Yaniv has argued that if you are a woman who is uncomfortable working with a penis then you are automatically a “transphobic bigot…committing a hate crime”.
And that principle has its Scottish fans.
Indeed, I spent a good hour and a half discussing this case and more with a prominent MP who argued that the Yaniv case illustrated the discrimination transgender women face every day.
Scottish Greens co-leader Patrick Harvie has claimed the Scottish Parliament had become a platform for transphobic hatred for allowing Canadian feminist Meghan Murphy, who was thrown off Twitter for ‘misgendering’ Yaniv, to speak there.
Conversely, one of Holyrood’s most thoughtful politicians, Green MSP Andy Wightman, was vilified by his own party and made to publicly apologise for attending a university event on sex-based rights simply because the lesbian feminist Julie Bindel was on the platform. Bindel, like Murphy, has been branded a transphobe for daring to question the current orthodoxy around self-ID.
Wightman was left in no doubt that he could be thrown out of the Greens for the crime, it would appear, of educating himself.
Meanwhile, Green party candidate and former co-convener Maggie Chapman has asserted on TV that sex is not binary, when even the most basic of biology textbooks will show that it is.
But bollocks to all that.
Science, facts and evidence should matter to us all, and when doctors raise concerns about the untested side-effects of puberty blockers on the development of the brain and bone density of transgender children, they should not be dismissed as transphobes.
This polarising debate, under the not-to-be-questioned mantra of ‘trans women are women’, was sparked by issues relating to the reform of the census and the Gender Recognition Act but has widened to encompass all kinds of arguments about gender, sex and identity.
And when legitimate questioning about legislative changes are dismissed as bigotry, the only people who are seeing a threat to their existing rights in law are biological women.

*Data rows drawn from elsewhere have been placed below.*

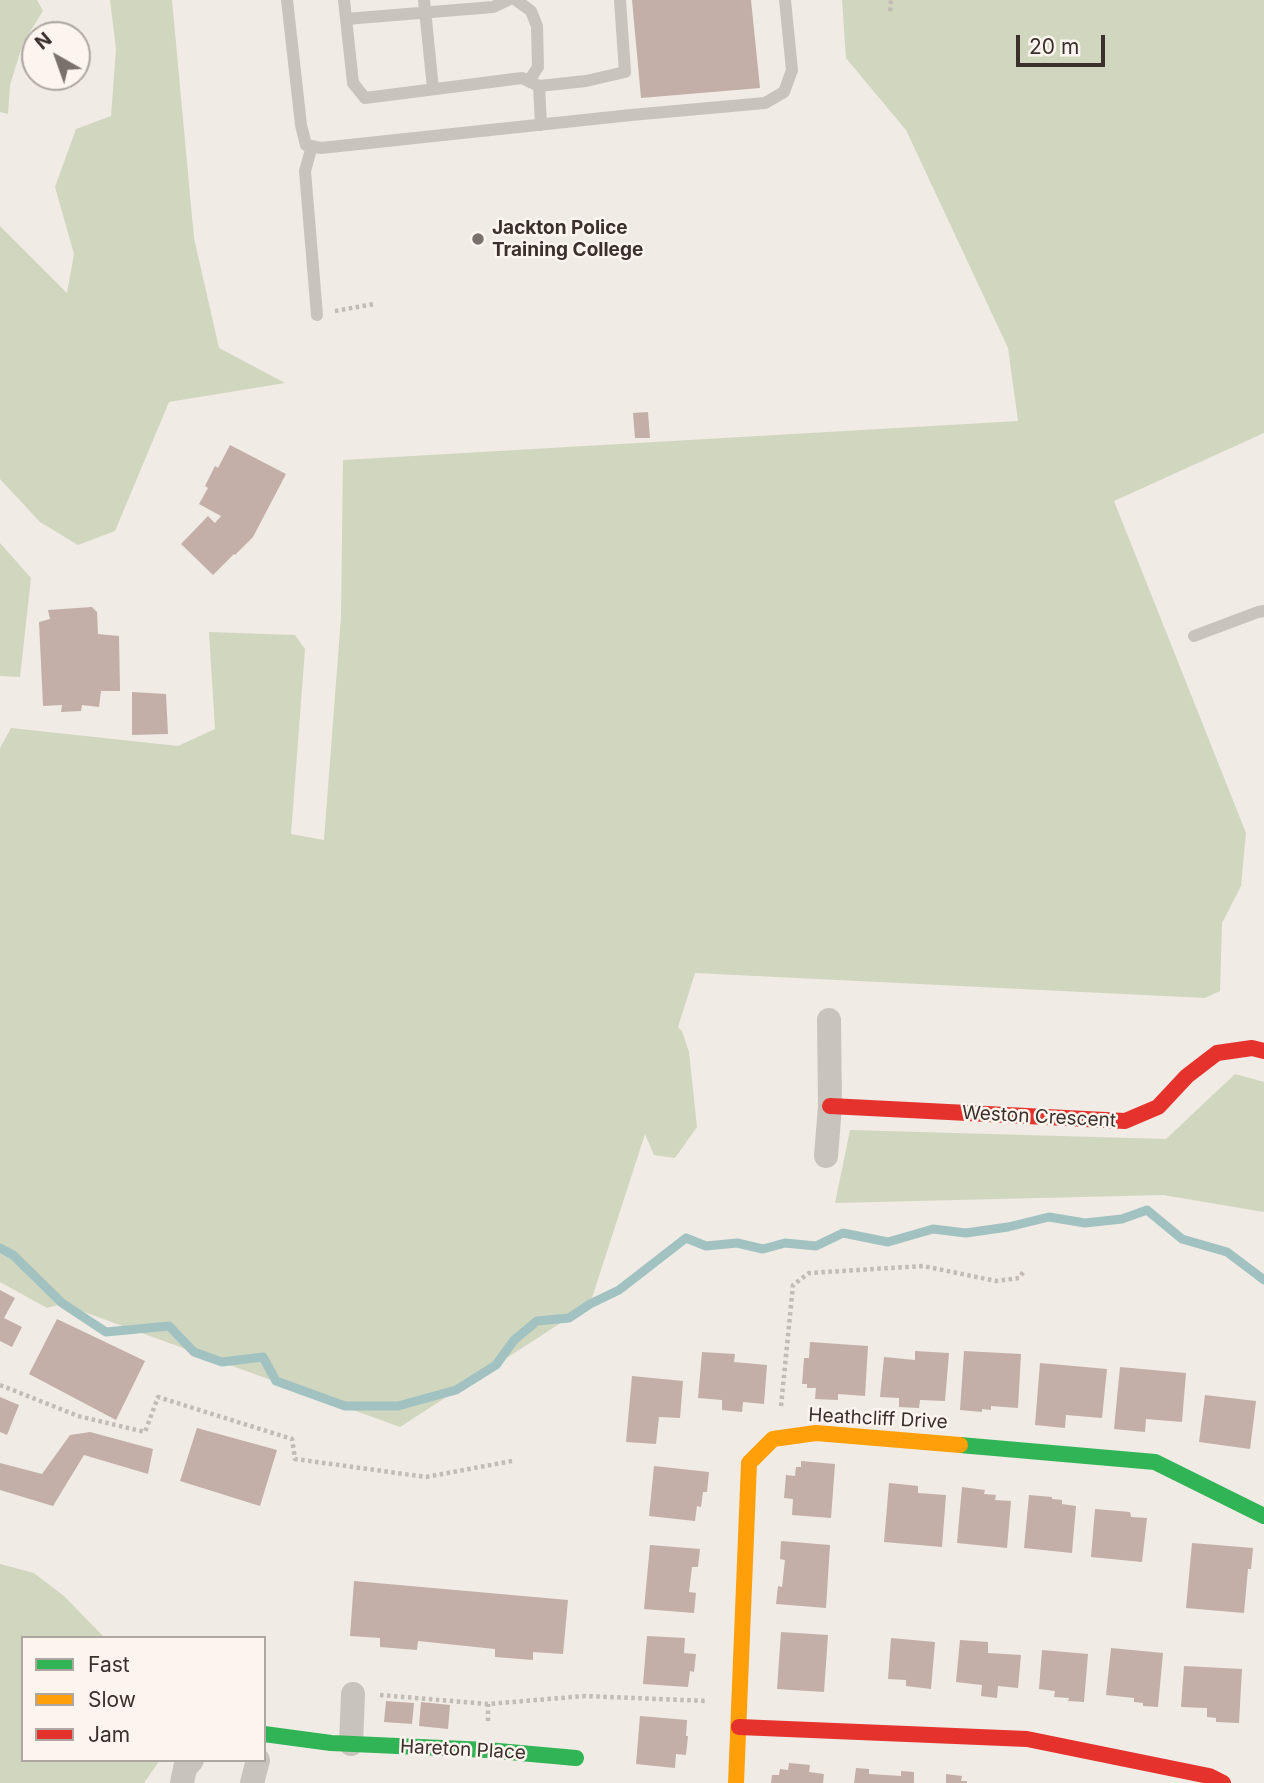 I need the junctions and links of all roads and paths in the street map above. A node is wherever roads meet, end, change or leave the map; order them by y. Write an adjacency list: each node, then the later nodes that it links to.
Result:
1 (288, 0): 14 (lane)
2 (344, 0): 10 (lane)
3 (508, 0): 8 (lane)
4 (516, 0): 11 (lane)
5 (620, 0): 11 (lane)
6 (785, 0): 13 (lane)
7 (891, 0): 9 (path)
8 (425, 6): 10 (lane); 12 (lane)
9 (890, 11)
10 (346, 19): 12 (lane)
11 (534, 84): 12 (lane); 13 (lane)
12 (433, 89)
13 (541, 125): 14 (lane)
14 (312, 146): 16 (lane)
15 (374, 304): 16 (path)
16 (317, 315)
17 (1264, 611): 18 (lane)
18 (1194, 636)
19 (829, 1020): 21 (street)
20 (1264, 1051): 21 (street, Weston Crescent)
21 (830, 1106): 22 (street)
22 (826, 1156)
23 (1024, 1271): 25 (path)
24 (0, 1385): 26 (path)
25 (780, 1438): 27 (street, Heathcliff Drive); 29 (street, Heathcliff Drive)
26 (512, 1461)
27 (1264, 1516)
28 (353, 1695): 29 (path); 32 (street)
29 (739, 1702): 30 (street, Heathcliff Drive)
30 (738, 1727): 38 (street, Heathcliff Drive); 39 (street)
31 (266, 1734): 32 (street, Hareton Place)
32 (351, 1744): 33 (street, Hareton Place)
33 (576, 1758)
34 (190, 1762): 36 (street)
35 (257, 1762): 37 (street)
36 (182, 1783)
37 (252, 1783)
38 (736, 1783)
39 (1223, 1783)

This is not some orchestrated attempt to create a moral panic about trans people’s right to live the life they want. People’s identity is not, and should not, be up for debate, but the legal process around gender ID and how it is shaped is. To deny there are consequences of changes to the GRA and how it interacts with sex discrimination and equality legislation, is to ignore the facts.

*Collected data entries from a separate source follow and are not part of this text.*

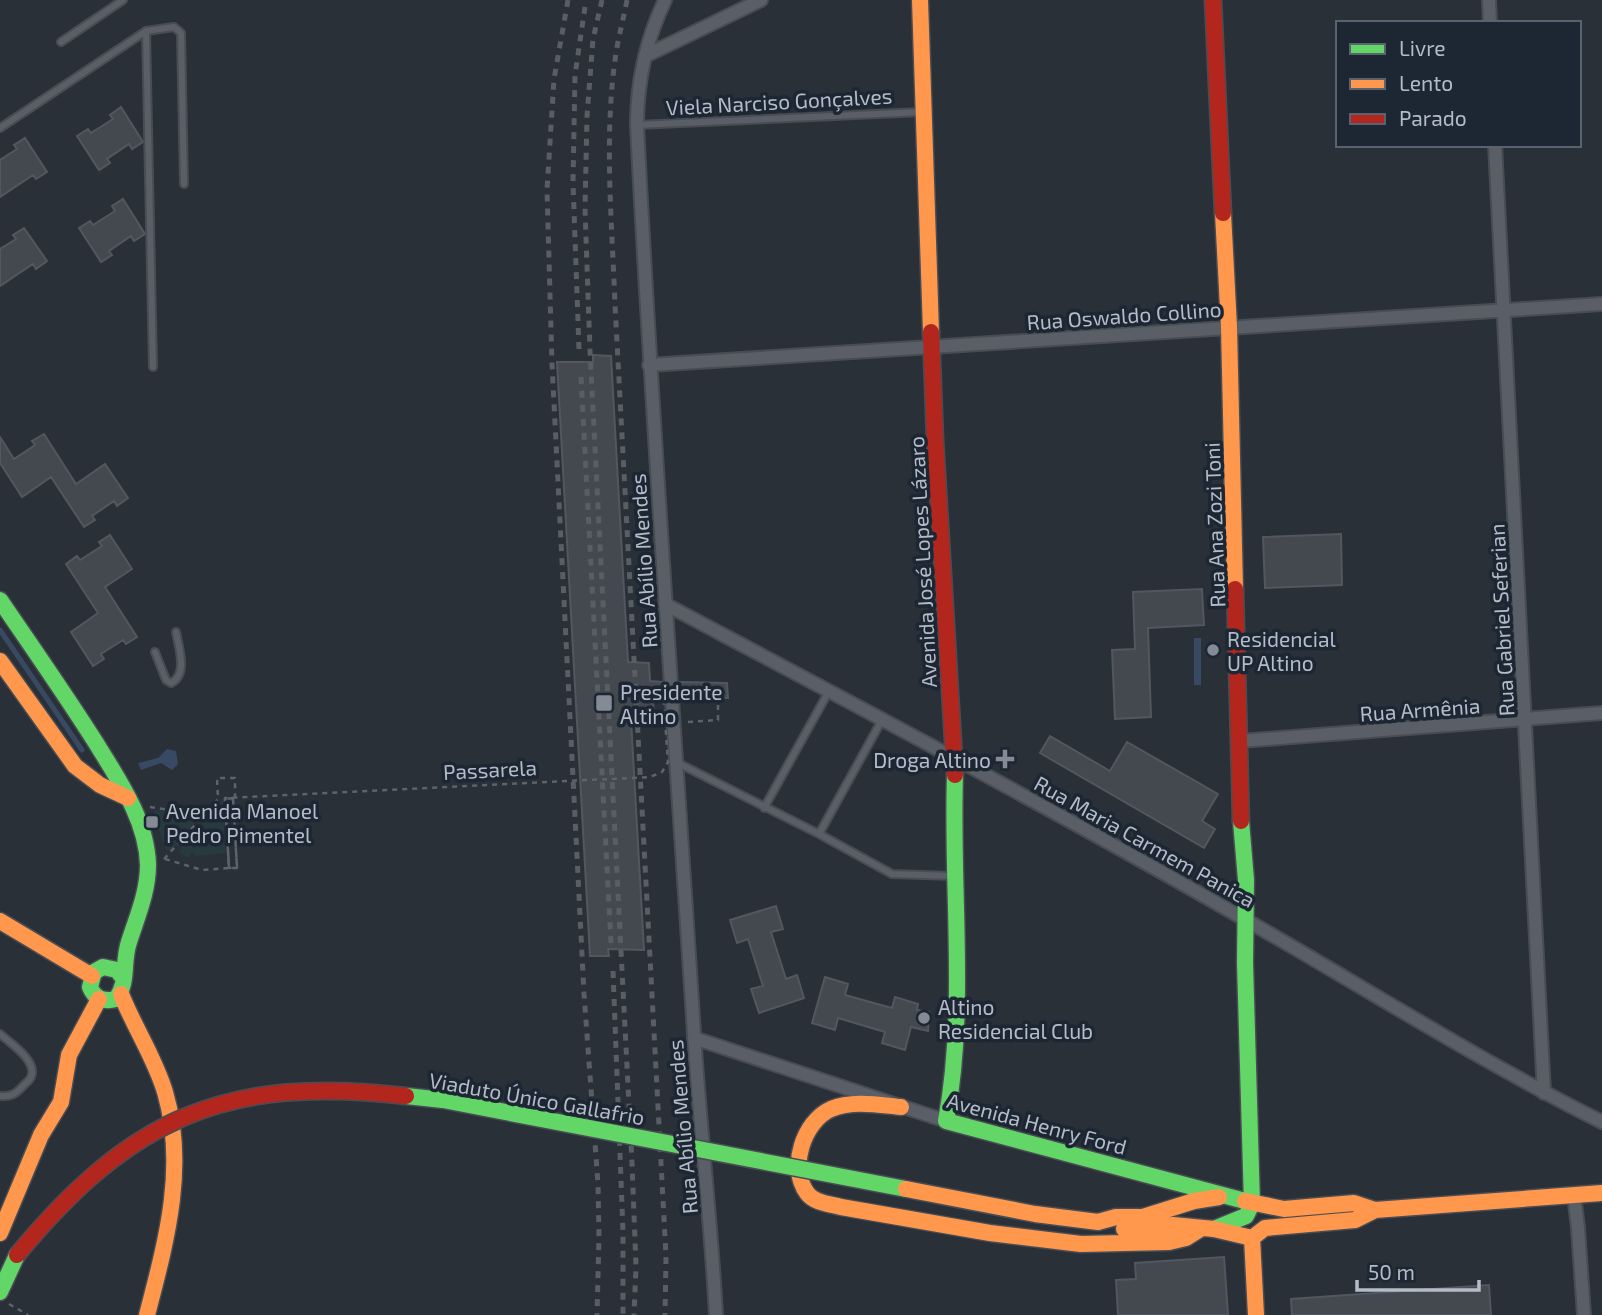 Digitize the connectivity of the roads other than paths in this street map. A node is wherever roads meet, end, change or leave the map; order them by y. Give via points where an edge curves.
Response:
1 (123, 0) edge
2 (664, 0) edge
3 (761, 0) edge
4 (920, 0) edge
5 (1213, 0) edge
6 (1489, 0) edge
7 (1490, 21) edge
8 (146, 31) junction
9 (61, 42) dead end
10 (645, 56) junction
11 (924, 112) junction
12 (637, 125) junction
13 (0, 128) edge
14 (1495, 147) edge
15 (184, 184) dead end
16 (1602, 304) edge
17 (1502, 312) junction
18 (1229, 327) junction
19 (932, 348) junction
20 (649, 365) junction
21 (153, 367) dead end
22 (0, 600) edge
23 (665, 604) junction
24 (176, 632) dead end
25 (155, 652) dead end
26 (0, 661) edge
27 (829, 691) junction
28 (1602, 713) edge
29 (1526, 718) junction
30 (882, 720) junction
31 (1241, 741) junction
32 (955, 759) junction
33 (678, 763) junction
34 (112, 771) junction
35 (86, 776) junction
36 (130, 801) junction
37 (764, 808) junction
38 (819, 834) junction
39 (957, 876) junction
40 (1245, 919) junction
41 (0, 921) edge
42 (127, 946) junction
43 (107, 967) junction
44 (92, 976) junction
45 (113, 993) junction
46 (0, 1034) edge
47 (694, 1038) junction
48 (1544, 1093) junction
49 (0, 1096) edge
50 (901, 1107) junction
51 (946, 1121) junction
52 (1602, 1122) edge
53 (1250, 1176) junction
54 (1602, 1193) edge
55 (1574, 1195) junction
56 (1229, 1196) junction
57 (1252, 1204) junction
58 (1375, 1210) junction
59 (1098, 1222) junction
60 (1208, 1229) junction
61 (0, 1233) edge
62 (1252, 1238) junction
63 (0, 1292) edge
64 (147, 1315) edge
65 (716, 1315) edge
66 (1256, 1315) edge
67 (1584, 1315) edge

1 - 9 lane
2 - 10 street, Rua Abílio Mendes
3 - 10 street
4 - 11 main road, Avenida José Lopes Lázaro
5 - 18 main road, Rua Ana Zozi Toni
6 - 7 street
8 - 13 lane
8 - 15 lane via 174,27 181,33
8 - 21 lane
10 - 12 street, Rua Abílio Mendes
11 - 12 lane, Viela Narciso Gonçalves
11 - 19 main road, Avenida José Lopes Lázaro
12 - 20 street, Rua Abílio Mendes
14 - 17 street, Rua Gabriel Seferian
16 - 17 street, Rua Oswaldo Collino
17 - 18 street, Rua Oswaldo Collino
17 - 29 street, Rua Gabriel Seferian
18 - 19 street, Rua Oswaldo Collino
18 - 31 main road, Rua Ana Zozi Toni
19 - 20 street, Rua Oswaldo Collino
19 - 32 main road, Avenida José Lopes Lázaro
20 - 23 street, Rua Abílio Mendes
22 - 34 main road
23 - 27 street, Rua Maria Carmem Panica
23 - 33 street, Rua Abílio Mendes
24 - 25 lane via 181,666 175,682 166,680
26 - 35 main road via 64,754
27 - 30 street, Rua Maria Carmem Panica
27 - 37 lane
28 - 29 street, Rua Armênia
29 - 31 street, Rua Armênia
29 - 48 street, Rua Gabriel Seferian
30 - 32 street, Rua Maria Carmem Panica
30 - 38 lane
31 - 40 main road, Rua Ana Zozi Toni
32 - 39 main road, Avenida José Lopes Lázaro
32 - 40 street, Rua Maria Carmem Panica
33 - 37 lane
33 - 47 street, Rua Abílio Mendes
34 - 35 main road
34 - 36 main road
35 - 36 main road
36 - 42 main road via 148,862 144,900
37 - 38 lane
38 - 39 lane via 892,874
39 - 51 main road, Avenida José Lopes Lázaro via 953,1076
40 - 48 street, Rua Maria Carmem Panica
40 - 53 main road, Rua Ana Zozi Toni
41 - 44 main road
42 - 43 main road
42 - 45 main road
43 - 44 main road
43 - 45 main road via 117,970
44 - 45 main road via 94,996
45 - 61 main road via 69,1055 61,1102 36,1145
45 - 64 main road via 146,1047 175,1131 177,1158 169,1233
46 - 49 lane via 32,1068 31,1077 17,1093
47 - 50 street, Avenida Henry Ford
47 - 65 street, Rua Abílio Mendes
48 - 52 street, Rua Maria Carmem Panica
50 - 51 street, Avenida Henry Ford
50 - 60 main road via 837,1106 812,1122 799,1161 802,1186 811,1197 868,1211 1073,1244 1162,1243
51 - 56 main road, Avenida Henry Ford
53 - 56 main road
53 - 57 main road, Rua Ana Zozi Toni
54 - 55 main road, Avenida Henry Ford
55 - 58 main road, Avenida Henry Ford
55 - 67 street
56 - 57 main road, Avenida Henry Ford
56 - 59 main road, Viaduto Único Gallafrio via 1143,1217
57 - 58 main road, Avenida Henry Ford via 1284,1209 1354,1203
57 - 60 main road via 1246,1216
58 - 62 main road, Avenida Henry Ford via 1355,1220 1265,1228
59 - 60 main road, Viaduto Único Gallafrio via 1112,1229 1173,1225
59 - 63 main road, Viaduto Único Gallafrio, bridge via 1035,1214 443,1100 326,1090 240,1098 146,1133 92,1172 45,1218 17,1255
60 - 62 main road, Viaduto Único Gallafrio
62 - 66 main road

The GRA needs reform, but the Scottish Government’s clumsy attempts to do so has inadvertently opened a hornet’s nest about the mission creep that has seen sex and gender conflated when it comes to policy, practice and language.

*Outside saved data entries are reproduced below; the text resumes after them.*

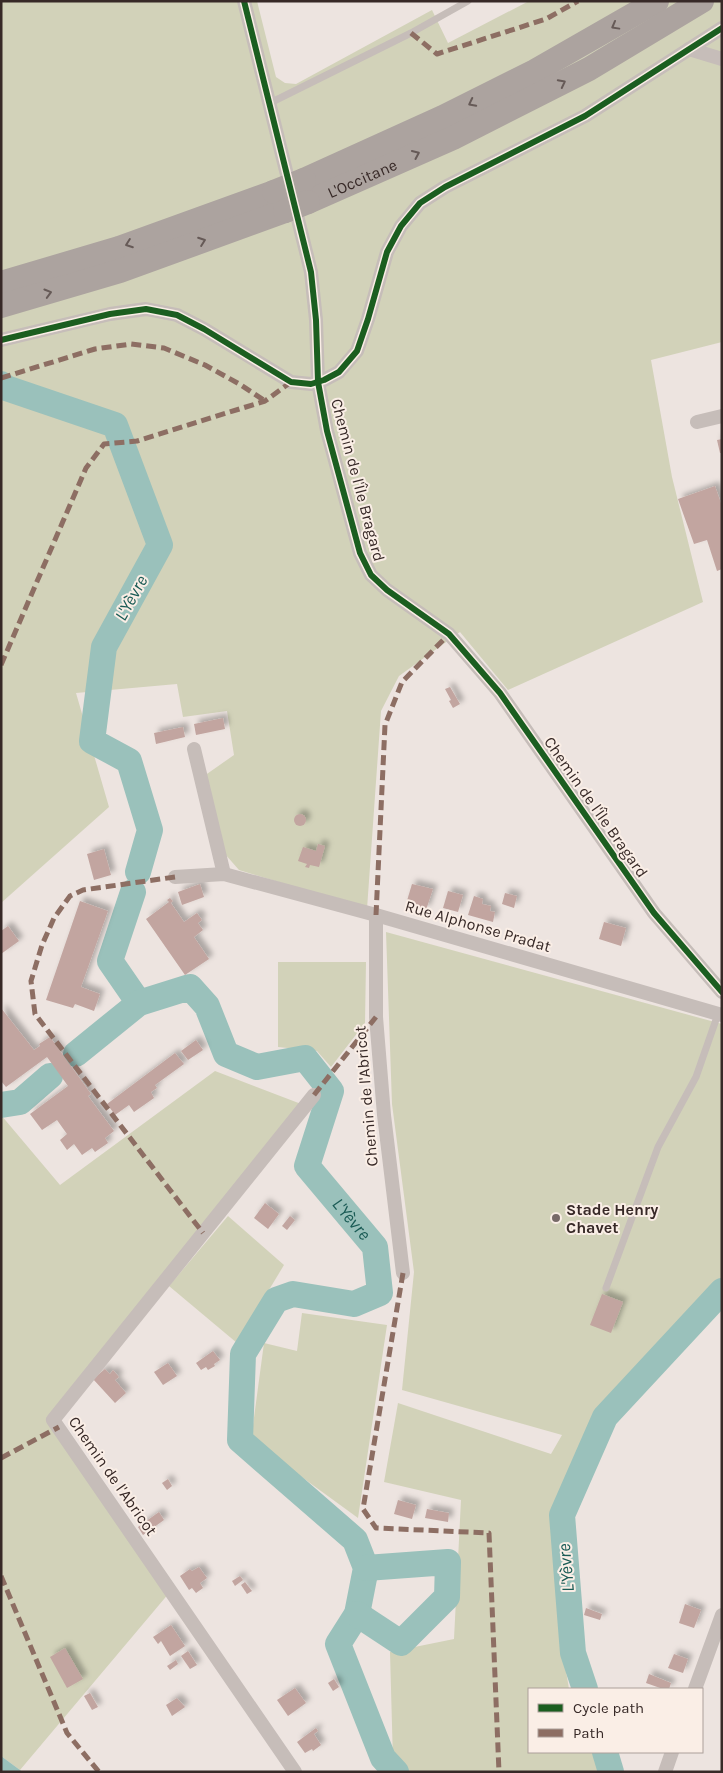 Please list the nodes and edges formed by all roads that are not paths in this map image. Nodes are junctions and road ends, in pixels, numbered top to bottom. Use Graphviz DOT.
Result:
graph roads {
  1 [pos="244,1"];
  2 [pos="468,1"];
  3 [pos="657,1"];
  4 [pos="702,1"];
  5 [pos="722,28"];
  6 [pos="689,49"];
  7 [pos="722,59"];
  8 [pos="270,103"];
  9 [pos="306,191"];
  10 [pos="279,201"];
  11 [pos="1,283"];
  12 [pos="1,306"];
  13 [pos="1,340"];
  14 [pos="318,382"];
  15 [pos="722,416"];
  16 [pos="698,422"];
  17 [pos="194,750"];
  18 [pos="224,874"];
  19 [pos="175,877"];
  20 [pos="376,915"];
  21 [pos="722,992"];
  22 [pos="720,1014"];
  23 [pos="314,1095"];
  24 [pos="403,1273"];
  25 [pos="606,1288"];
  26 [pos="722,1614"];
  27 [pos="695,1688"];
  28 [pos="672,1753"];
  29 [pos="295,1772"];
  30 [pos="665,1772"];
  1 -- 8 [label="street, Chemin de l'Île Bragard"];
  2 -- 8 [label="lane"];
  3 -- 9 [label="highway, L'Occitane, one-way"];
  9 -- 4 [label="highway, L'Occitane, one-way"];
  5 -- 6 [label="street"];
  6 -- 7 [label="street"];
  6 -- 14 [label="street"];
  8 -- 14 [label="street, Chemin de l'Île Bragard"];
  9 -- 10 [label="highway, L'Occitane, bridge"];
  10 -- 11 [label="highway, L'Occitane, one-way"];
  12 -- 10 [label="highway, L'Occitane, one-way"];
  13 -- 14 [label="street"];
  14 -- 21 [label="street, Chemin de l'Île Bragard"];
  15 -- 16 [label="street"];
  17 -- 18 [label="street"];
  18 -- 19 [label="street, Rue Alphonse Pradat"];
  18 -- 20 [label="street, Rue Alphonse Pradat"];
  20 -- 22 [label="street, Rue Alphonse Pradat"];
  20 -- 24 [label="street, Chemin de l'Abricot"];
  22 -- 25 [label="lane"];
  23 -- 29 [label="street, Chemin de l'Abricot"];
  26 -- 27 [label="street"];
  28 -- 30 [label="street"];
}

And while it may be news to the Greens, sex is binary while gender is multifaceted and joyously fluid.
And why does that matter?
It matters because, as Edinburgh University academics Lucy Hunter Blackburn and Dr Kath Murray point out in their recent paper, ignoring the differences puts women and girls at risk. And to deny the relevance of biology when considering sexual inequality and policy provision is a mistake for both trans women and biological women.
I have struggled with this for the last year, tested my own prejudices and questioned accepted wisdom, but there remains one uncomfortable fact: trans women are trans women. And while that should be celebrated, if a male-bodied person can claim the legal rights of a woman by virtue of simple assertion, as the Yaniv case attests, there will be negative consequences in law for some women and girls and that risk – real or otherwise – cannot simply be ignored as the scaremongering of bigots.
It may be at the extreme, and Yaniv has done nothing to advance the case of ordinary trans women - indeed, quite the opposite - but that the law is even testing whether any woman should be forced to touch someone’s penis in the name of equality, could set a worrying precedent and traduce the years that the women’s movement spent arguing for women’s right to say ‘no’. For some, that concept is so absurd that this is where this debate should end. Yet it feels like in Scotland, it is just at the start.